Indeed, the January 2000 directive enabled American companies to compete freely in global markets. They no longer had to make two versions of software products—one for domestic sales and a weaker version to distribute internationally. They could feel free to develop new, even stronger encryption products to make their data even more secure from outside attacks. After the European Union decided to create a "license free zone" for most encryption technologies in July 2000, the Department of Commerce further liberalized the export and re-export of encryption products to the 15 Economic Union members and Australia, the Czech Republic, Hungary, Japan, New Zealand, Norway, Poland, and Switzerland.
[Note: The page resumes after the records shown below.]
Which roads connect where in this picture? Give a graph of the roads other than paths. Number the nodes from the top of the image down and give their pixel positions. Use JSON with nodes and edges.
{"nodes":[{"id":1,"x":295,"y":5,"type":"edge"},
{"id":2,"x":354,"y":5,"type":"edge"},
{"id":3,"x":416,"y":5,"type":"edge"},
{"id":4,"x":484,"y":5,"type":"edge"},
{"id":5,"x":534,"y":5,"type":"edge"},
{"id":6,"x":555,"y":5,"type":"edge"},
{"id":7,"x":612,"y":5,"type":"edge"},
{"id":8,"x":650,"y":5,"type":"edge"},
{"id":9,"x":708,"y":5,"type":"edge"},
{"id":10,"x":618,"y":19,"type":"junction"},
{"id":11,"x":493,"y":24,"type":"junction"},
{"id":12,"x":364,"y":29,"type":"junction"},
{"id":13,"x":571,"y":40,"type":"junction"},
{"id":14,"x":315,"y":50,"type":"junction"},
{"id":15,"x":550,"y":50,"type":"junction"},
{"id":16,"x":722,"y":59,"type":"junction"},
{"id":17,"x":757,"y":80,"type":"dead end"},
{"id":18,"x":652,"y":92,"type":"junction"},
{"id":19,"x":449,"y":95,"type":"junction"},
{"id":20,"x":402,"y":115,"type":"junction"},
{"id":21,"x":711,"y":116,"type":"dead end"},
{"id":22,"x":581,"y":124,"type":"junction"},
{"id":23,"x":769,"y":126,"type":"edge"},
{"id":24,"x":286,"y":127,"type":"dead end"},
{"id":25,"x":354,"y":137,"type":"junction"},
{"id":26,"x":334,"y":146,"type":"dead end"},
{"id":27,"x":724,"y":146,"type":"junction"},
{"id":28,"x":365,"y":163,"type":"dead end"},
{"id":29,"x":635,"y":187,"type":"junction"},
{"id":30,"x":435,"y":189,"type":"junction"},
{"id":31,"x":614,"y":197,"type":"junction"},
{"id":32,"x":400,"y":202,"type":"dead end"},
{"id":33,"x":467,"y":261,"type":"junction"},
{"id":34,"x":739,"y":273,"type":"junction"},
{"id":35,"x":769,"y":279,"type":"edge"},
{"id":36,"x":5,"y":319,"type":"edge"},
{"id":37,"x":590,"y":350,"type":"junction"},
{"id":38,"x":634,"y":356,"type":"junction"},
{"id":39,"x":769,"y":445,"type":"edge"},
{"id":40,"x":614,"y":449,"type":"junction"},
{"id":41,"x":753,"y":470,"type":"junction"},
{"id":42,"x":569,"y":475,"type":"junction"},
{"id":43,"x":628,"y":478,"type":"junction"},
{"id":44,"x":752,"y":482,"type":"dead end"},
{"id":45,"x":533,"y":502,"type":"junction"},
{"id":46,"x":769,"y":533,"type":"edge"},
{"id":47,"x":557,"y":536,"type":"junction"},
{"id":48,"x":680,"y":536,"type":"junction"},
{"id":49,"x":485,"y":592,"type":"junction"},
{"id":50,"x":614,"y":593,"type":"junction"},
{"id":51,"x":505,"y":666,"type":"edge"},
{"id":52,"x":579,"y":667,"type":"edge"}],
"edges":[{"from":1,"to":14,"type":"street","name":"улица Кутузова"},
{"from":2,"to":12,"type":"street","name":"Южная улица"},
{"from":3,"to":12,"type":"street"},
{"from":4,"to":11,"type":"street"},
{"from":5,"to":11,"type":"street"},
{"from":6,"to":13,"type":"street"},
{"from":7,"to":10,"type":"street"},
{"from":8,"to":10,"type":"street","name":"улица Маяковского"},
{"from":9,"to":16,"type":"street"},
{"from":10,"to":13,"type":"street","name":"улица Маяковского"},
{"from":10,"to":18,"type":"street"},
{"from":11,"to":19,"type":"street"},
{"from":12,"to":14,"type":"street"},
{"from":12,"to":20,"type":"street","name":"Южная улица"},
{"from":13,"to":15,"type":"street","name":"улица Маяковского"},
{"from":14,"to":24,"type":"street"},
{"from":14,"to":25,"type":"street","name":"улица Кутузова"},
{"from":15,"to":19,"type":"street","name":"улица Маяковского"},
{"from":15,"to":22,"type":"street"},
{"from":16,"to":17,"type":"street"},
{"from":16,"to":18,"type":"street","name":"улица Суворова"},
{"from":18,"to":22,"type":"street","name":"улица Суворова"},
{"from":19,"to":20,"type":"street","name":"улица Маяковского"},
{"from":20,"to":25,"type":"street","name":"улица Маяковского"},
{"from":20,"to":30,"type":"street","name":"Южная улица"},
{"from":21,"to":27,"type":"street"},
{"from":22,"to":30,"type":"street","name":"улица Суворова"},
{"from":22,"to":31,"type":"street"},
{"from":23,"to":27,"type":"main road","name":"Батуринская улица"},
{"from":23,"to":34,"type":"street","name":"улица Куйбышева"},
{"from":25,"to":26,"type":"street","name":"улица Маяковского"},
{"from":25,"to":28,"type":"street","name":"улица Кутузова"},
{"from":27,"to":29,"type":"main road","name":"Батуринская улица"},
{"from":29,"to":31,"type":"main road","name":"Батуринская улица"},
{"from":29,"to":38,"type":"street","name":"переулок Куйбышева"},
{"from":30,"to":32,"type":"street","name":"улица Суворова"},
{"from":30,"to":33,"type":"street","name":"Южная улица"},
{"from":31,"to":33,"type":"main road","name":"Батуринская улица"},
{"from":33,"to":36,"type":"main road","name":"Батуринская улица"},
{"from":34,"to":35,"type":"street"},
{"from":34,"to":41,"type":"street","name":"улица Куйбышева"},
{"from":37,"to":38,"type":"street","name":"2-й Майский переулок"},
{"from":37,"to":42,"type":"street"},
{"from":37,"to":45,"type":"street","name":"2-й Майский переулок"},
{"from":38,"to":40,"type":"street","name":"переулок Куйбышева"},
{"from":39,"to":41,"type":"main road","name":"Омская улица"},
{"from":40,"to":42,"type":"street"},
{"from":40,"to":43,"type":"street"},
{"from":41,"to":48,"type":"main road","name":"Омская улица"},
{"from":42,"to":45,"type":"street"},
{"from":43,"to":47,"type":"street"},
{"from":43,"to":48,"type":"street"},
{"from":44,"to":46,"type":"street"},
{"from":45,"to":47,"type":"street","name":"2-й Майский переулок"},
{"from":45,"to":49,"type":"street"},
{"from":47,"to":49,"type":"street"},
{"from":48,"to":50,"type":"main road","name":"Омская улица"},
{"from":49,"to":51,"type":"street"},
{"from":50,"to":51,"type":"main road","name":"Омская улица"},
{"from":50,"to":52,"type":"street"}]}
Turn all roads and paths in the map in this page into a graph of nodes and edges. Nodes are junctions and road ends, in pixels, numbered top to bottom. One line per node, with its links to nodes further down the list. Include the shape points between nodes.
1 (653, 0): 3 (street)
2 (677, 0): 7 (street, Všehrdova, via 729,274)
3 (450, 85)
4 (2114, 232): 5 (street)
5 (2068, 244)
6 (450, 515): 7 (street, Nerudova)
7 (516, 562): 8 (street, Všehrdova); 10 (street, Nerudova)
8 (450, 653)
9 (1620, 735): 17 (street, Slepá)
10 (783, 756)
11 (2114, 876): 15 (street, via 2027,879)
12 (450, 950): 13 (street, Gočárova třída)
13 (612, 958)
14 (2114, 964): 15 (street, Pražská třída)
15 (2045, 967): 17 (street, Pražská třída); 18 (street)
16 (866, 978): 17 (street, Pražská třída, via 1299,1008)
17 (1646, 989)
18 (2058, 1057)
Still, the licensing rules that any potential American exporter of encryption software must follow remain complex and especially onerous for small companies. These guidelines also fail to exempt academic researchers from the paperwork.
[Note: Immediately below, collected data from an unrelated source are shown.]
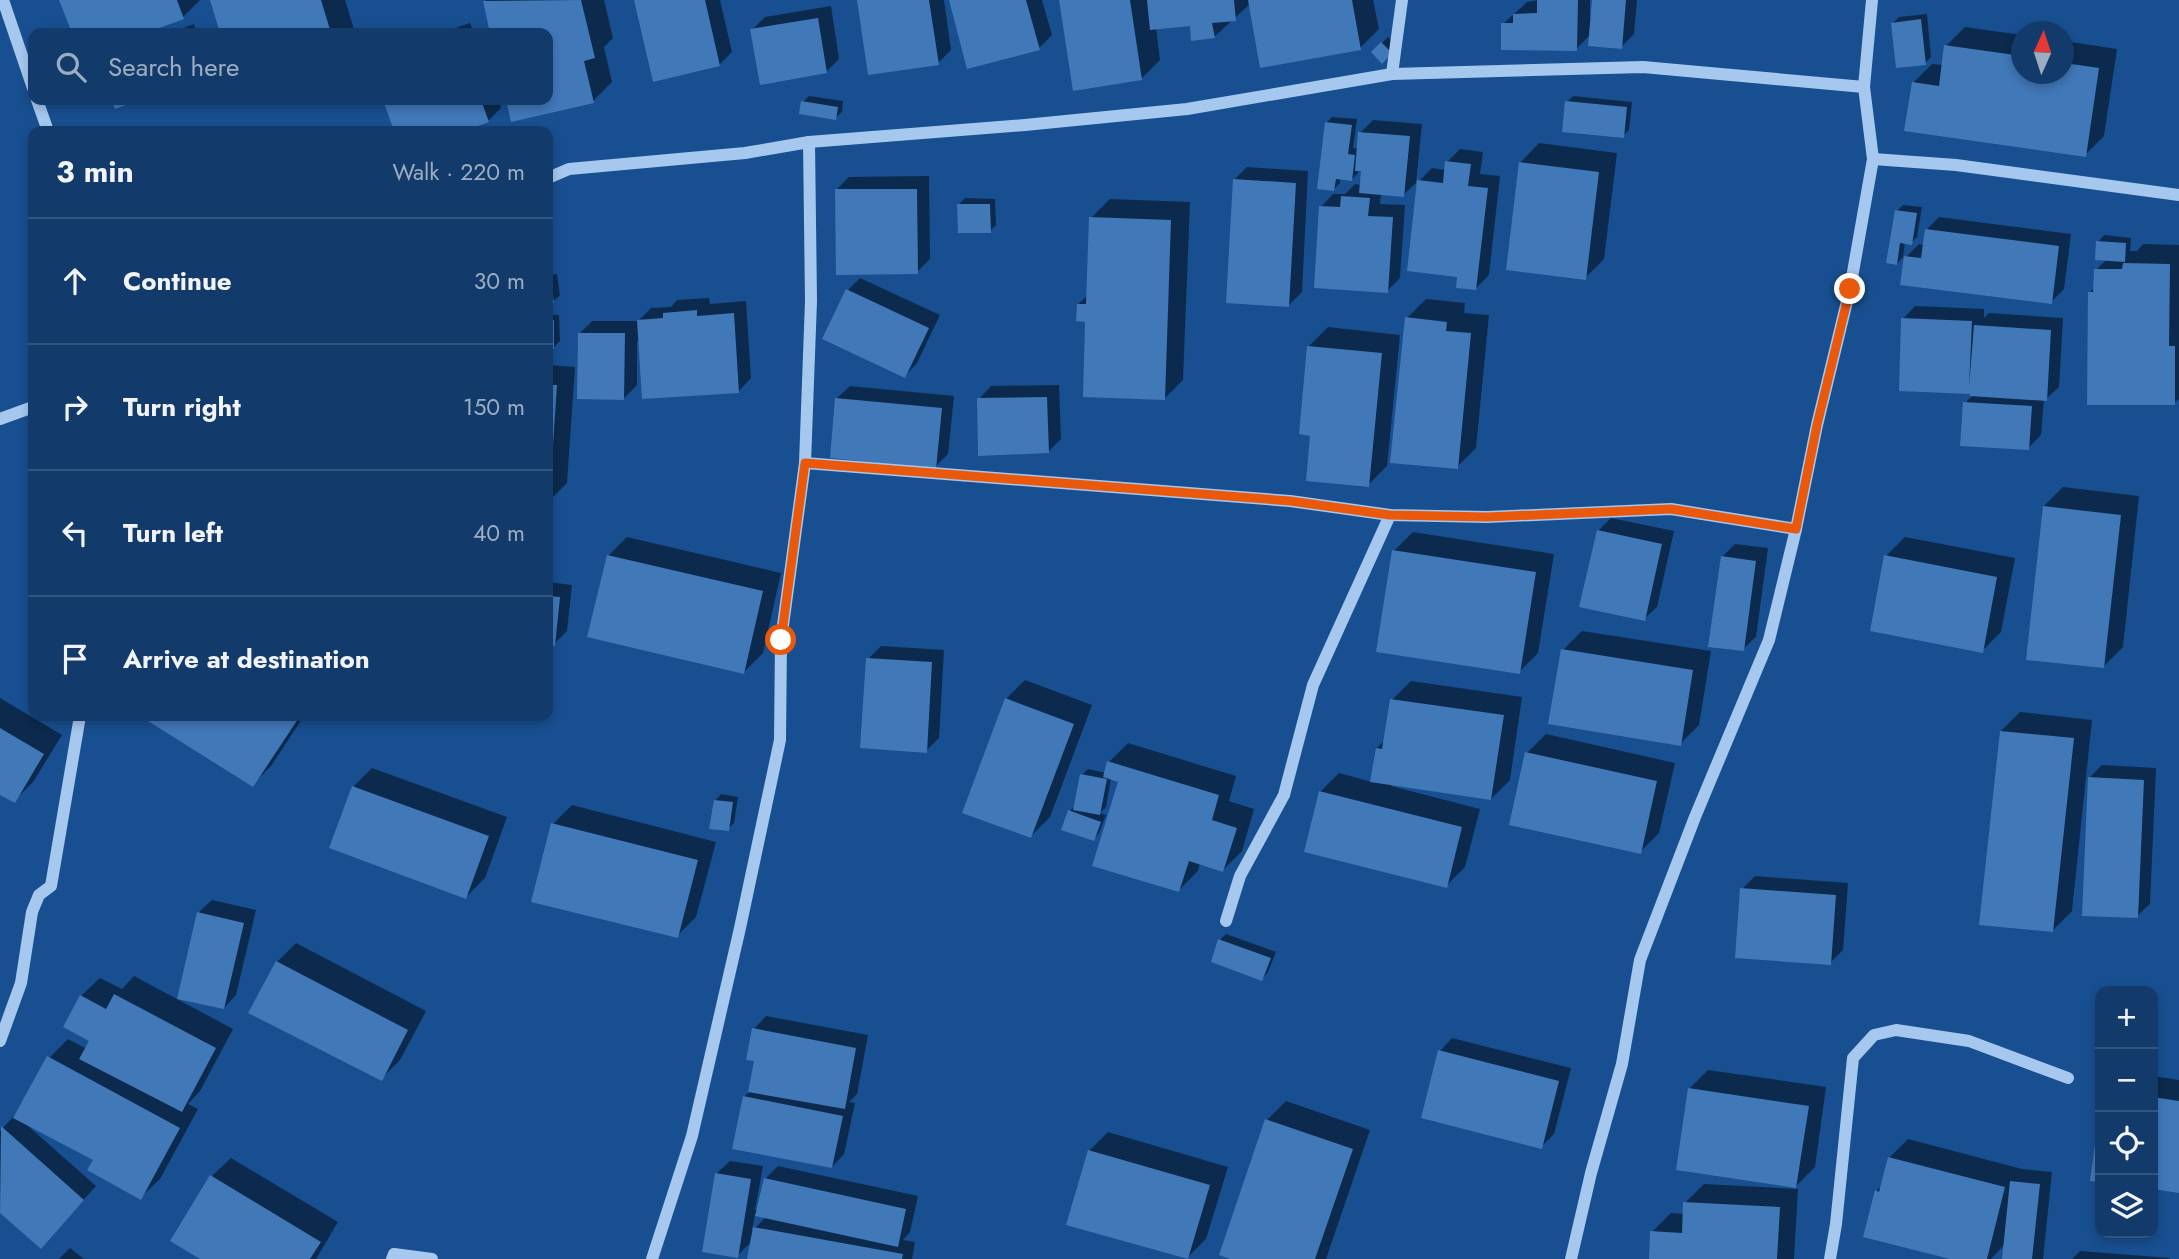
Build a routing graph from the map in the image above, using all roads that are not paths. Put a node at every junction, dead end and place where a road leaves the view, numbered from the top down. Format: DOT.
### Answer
graph roads {
  1 [pos="3,0"];
  2 [pos="1402,0"];
  3 [pos="1872,0"];
  4 [pos="28,73"];
  5 [pos="1392,74"];
  6 [pos="1864,87"];
  7 [pos="39,105"];
  8 [pos="46,126"];
  9 [pos="809,142"];
  10 [pos="1874,159"];
  11 [pos="553,176"];
  12 [pos="2179,195"];
  13 [pos="28,409"];
  14 [pos="0,419"];
  15 [pos="805,463"];
  16 [pos="1390,515"];
  17 [pos="1796,529"];
  18 [pos="79,721"];
  19 [pos="1226,921"];
  20 [pos="0,1041"];
  21 [pos="2068,1078"];
  22 [pos="392,1259"];
  23 [pos="432,1259"];
  24 [pos="652,1259"];
  25 [pos="1571,1259"];
  26 [pos="1830,1259"];
  1 -- 4 [label="street"];
  2 -- 5 [label="street"];
  3 -- 6 [label="street"];
  5 -- 6 [label="street"];
  5 -- 9 [label="street"];
  6 -- 10 [label="street"];
  7 -- 8 [label="street"];
  9 -- 11 [label="street"];
  9 -- 15 [label="street"];
  10 -- 12 [label="street"];
  10 -- 17 [label="street"];
  13 -- 14 [label="street"];
  15 -- 16 [label="street"];
  15 -- 24 [label="street"];
  16 -- 17 [label="street"];
  16 -- 19 [label="street"];
  17 -- 25 [label="street"];
  18 -- 20 [label="street"];
  21 -- 26 [label="street"];
  22 -- 23 [label="street"];
}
Nevertheless, consumers are better protected with this access to private strong encryption than without it. Previous encryption schemes, such as the Digital Encryption Standard (DES) are no longer sufficient for safeguarding data. By 2000, the 56-bit DES could be broken in 22 hours and 15 minutes, while it required 10,000 years or more to crack 128-bit strong encryption. Credit card, banking, and telecommunication companies must be able to assure their customers that private information will not be exposed to identity thieves. These companies need powerful encryption tools and the capability to keep their decryption techniques out of the hands of third parties. In other words, they need free access to strong encryption to inspire confidence in their customers that their products are safe. As larger and larger segments of the economy come to depend on Internet transactions, it is imperative that these exchanges remain secure.
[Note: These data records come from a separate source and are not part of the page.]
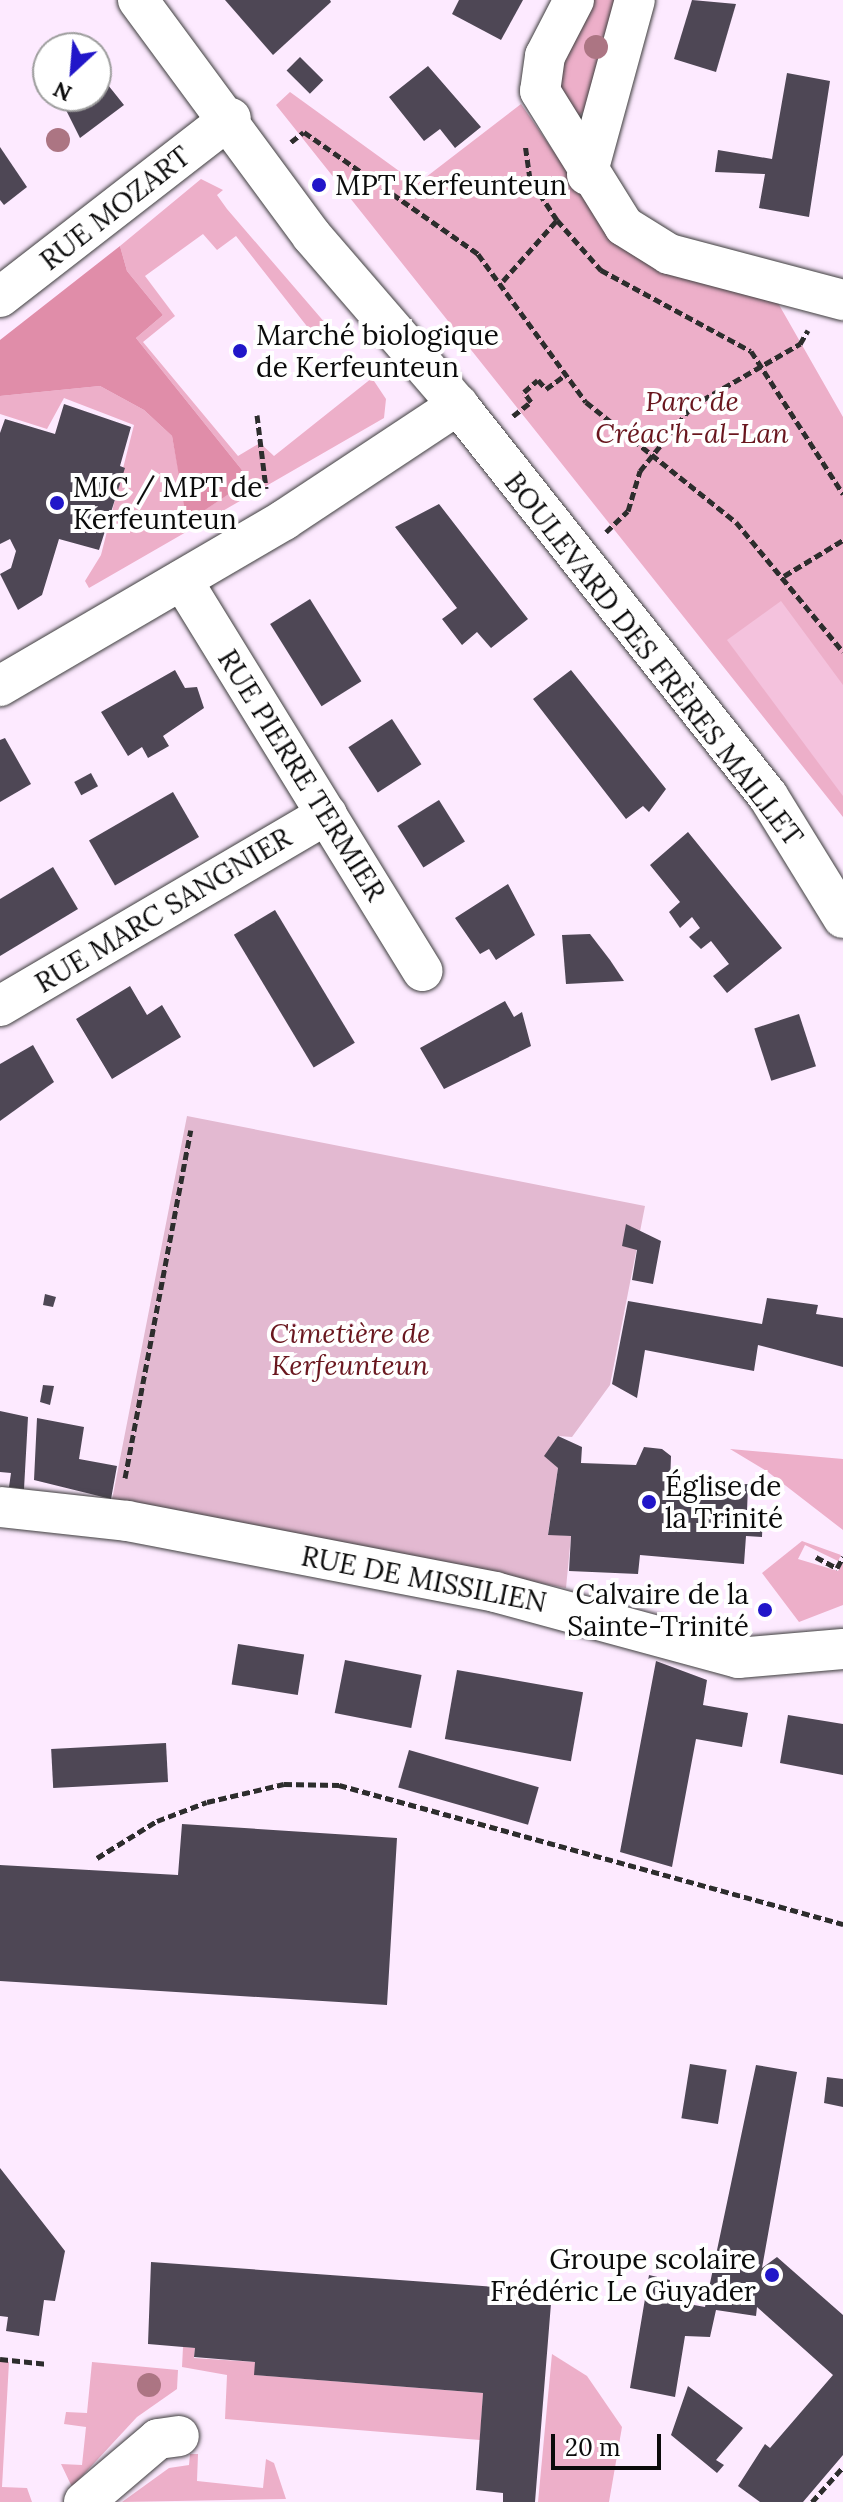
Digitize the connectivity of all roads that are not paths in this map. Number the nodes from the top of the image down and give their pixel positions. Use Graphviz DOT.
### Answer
graph roads {
  1 [pos="138,0"];
  2 [pos="574,0"];
  3 [pos="635,0"];
  4 [pos="231,118"];
  5 [pos="587,175"];
  6 [pos="0,297"];
  7 [pos="829,297"];
  8 [pos="387,308"];
  9 [pos="458,405"];
  10 [pos="182,580"];
  11 [pos="0,686"];
  12 [pos="327,814"];
  13 [pos="841,909"];
  14 [pos="423,971"];
  15 [pos="0,1006"];
  16 [pos="0,1507"];
  17 [pos="843,1649"];
  18 [pos="179,2436"];
  19 [pos="84,2502"];
  1 -- 4 [label="street, BOULEVARD DES FRÈRES MAILLET"];
  2 -- 5 [label="street"];
  3 -- 5 [label="street"];
  4 -- 6 [label="street, RUE MOZART"];
  4 -- 8 [label="street, BOULEVARD DES FRÈRES MAILLET"];
  4 -- 8 [label="street, BOULEVARD DES FRÈRES MAILLET"];
  5 -- 7 [label="street"];
  8 -- 9 [label="street, BOULEVARD DES FRÈRES MAILLET"];
  9 -- 10 [label="street"];
  9 -- 13 [label="street, BOULEVARD DES FRÈRES MAILLET"];
  10 -- 11 [label="street"];
  10 -- 12 [label="street, RUE PIERRE TERMIER"];
  12 -- 14 [label="street, RUE PIERRE TERMIER"];
  12 -- 15 [label="street, RUE MARC SANGNIER"];
  16 -- 17 [label="street, RUE DE MISSILIEN"];
  18 -- 19 [label="street"];
}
Private strong encryption is not a magic solution for every information security issue. The security of information on the Internet is a complex issue which will require constant and diligent attention. Allowing companies to hold their own encryption keys will not prevent unauthorized disclosures of sensitive financial or medical data. However, allowing companies to retain control of their keys and academics to freely exchange their ideas is the best of the available alternatives. The costs law enforcement and national security agencies would incur by demanding key escrow far outweigh any benefits they would reap in nabbing a few criminals. The difficulties raised by private strong encryption are not insurmountable, while cherished American Bill of Rights freedoms are upheld when private strong encryption is encouraged by the federal government. Far from a threat to society, private strong encryption is a necessity of the Internet Age.

—AMY ACKERBERG-HASTINGS

KEY TERMS

CIVIL LIBERTIES:

Includes those rights and freedoms contained in, or derived from, the United States Constitution, such as the right to privacy and the freedom of expression.

CRYPTOGRAPHY:

The science of encrypting messages or concealing meaning of messages.

CYBERCRIME:

Generally, computer crimes involving hacking or authoring viruses, worms, and logic bombs. Cybercrimes are generally engaged in for the purposes of financial gain or for intellectual excitement.

CYBERSPACE:

The aggregate of the thousands of cable and telephone lines and computers that are networked together to form the Internet.

CYBERTERRORISM:

Generally, computer crimes involving the disruption of a state's computer infrastructure for the purposes of intimidation. Cyberterrorists engage in cyberterrorism for political purposes.

DECRYPTION:

The process of unscrambling a message back into its readable format.

ENCRYPTION:

The process of scrambling a message into an unreadable format.

KEY:

A collection of bits, usually stored in a file, which is used to encrypt or decrypt a message.

KEY ESCROW:

A process that requires a copy of all decryption keys be given to a third party, such as a government entity, so that encrypted messages may be decrypted as required by a law enforcement agency.